Canadian high risk endometrial cancer (CHREC) consortium: analyzing the clinical behavior of high risk endometrial cancers

Affiliations
Multicenter Study

Canadian high risk endometrial cancer (CHREC) consortium: analyzing the clinical behavior of high risk endometrial cancers

Alon D Altman et al. Gynecol Oncol. 2015 Nov.

Abstract

Objectives: The objective of this study is to analyze the clinical behavior of endometrial carcinomas by high risk(HR) histotype, including stage, overall survival, recurrence free survival and patterns of failure.

Methods: This is a retrospective multi-institutional cohort study performed at 7 tertiary care centers across Canada between 2000 and 2012 and included: grade 3 endometrioid (EC3), endometrial serous cancer (ESC), clear cell carcinomas (CCC) and carcinosarcoma (CS). Clinicopathological and outcome data was collected.

Results: 1260 women with endometrial carcinoma with 1013 having staging procedures were identified; 398 EC3, 449 ESC, 236 CS and 91 CCC. 51.8% had lymphovascular space invasion (LVSI) and 18.5% had omental involvement with a statistically significant difference between tumor types (p=0.0005 and 0.0047 respectively); ESC had a significantly greater rate of omental involvement compared to EC3 (22% to 9%, p=0.0005). Within the entire cohort 49.3% were stage 1, 10.6% were stage 2, 27.4% were stage 3 and 12.7% were stage 4. Overall survival and recurrence free survival were significantly different between histotypes (p<0.0001) with CS having the worst outcome. Overall 31.5% of patients recurred. CS and ESC had a higher distant recurrence rate compared to EC3 (29.6%, 31.0% compared to 16.4%, p=0.0002 and p<0.001).
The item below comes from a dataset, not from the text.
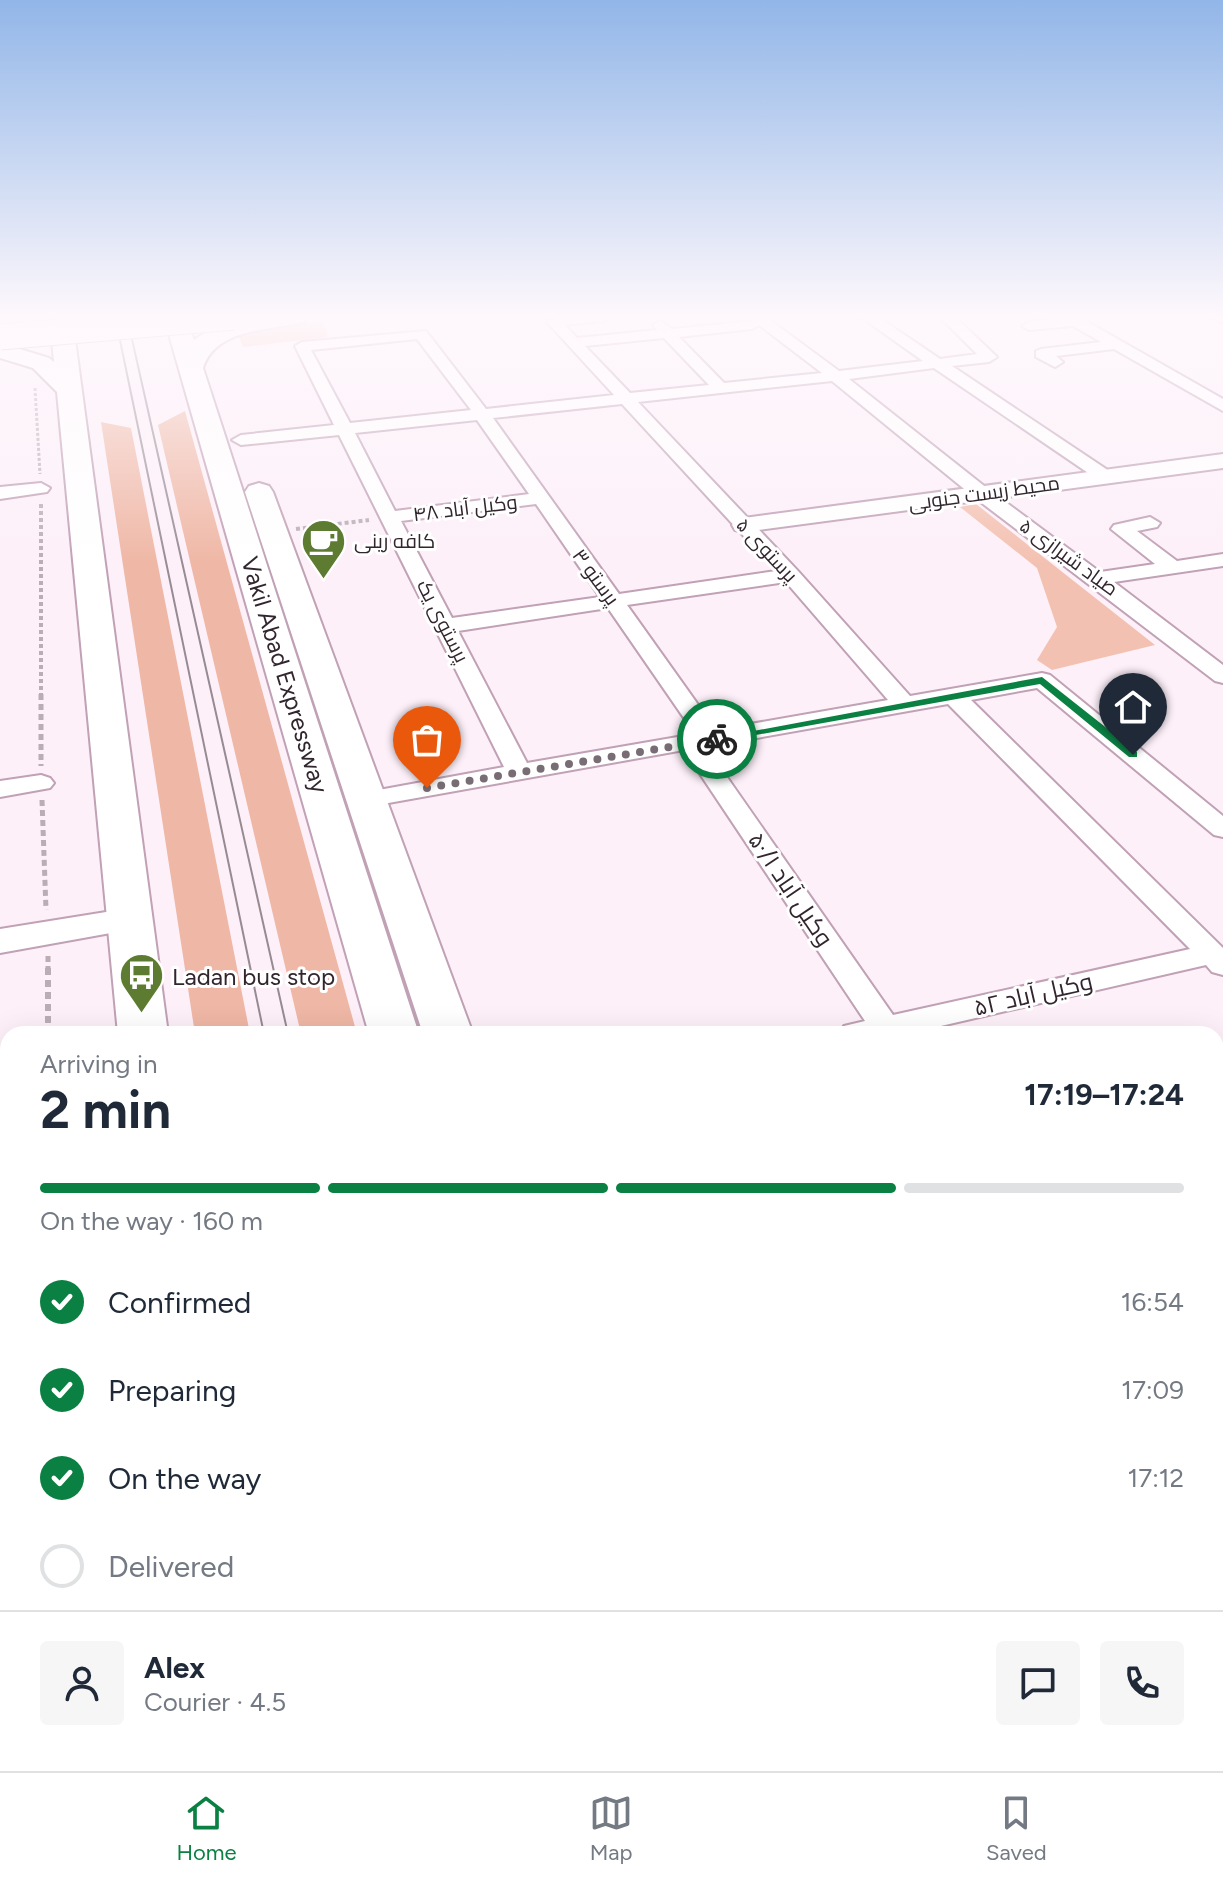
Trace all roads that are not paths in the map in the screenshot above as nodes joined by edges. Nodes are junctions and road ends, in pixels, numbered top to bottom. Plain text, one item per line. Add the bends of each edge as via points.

Conclusion: This study is one of the largest clinical cohorts of HR endometrial cancers. We have further clarified the impact of histotype and stage on recurrence and survival, and the high likelihood of distant recurrence. However, the differences are modest and risk prediction models will require additional molecular markers.

Keywords: Carcinosarcoma; Clear cell carcinoma; Endometrial carcinoma; High risk histotype; Serous carcinoma.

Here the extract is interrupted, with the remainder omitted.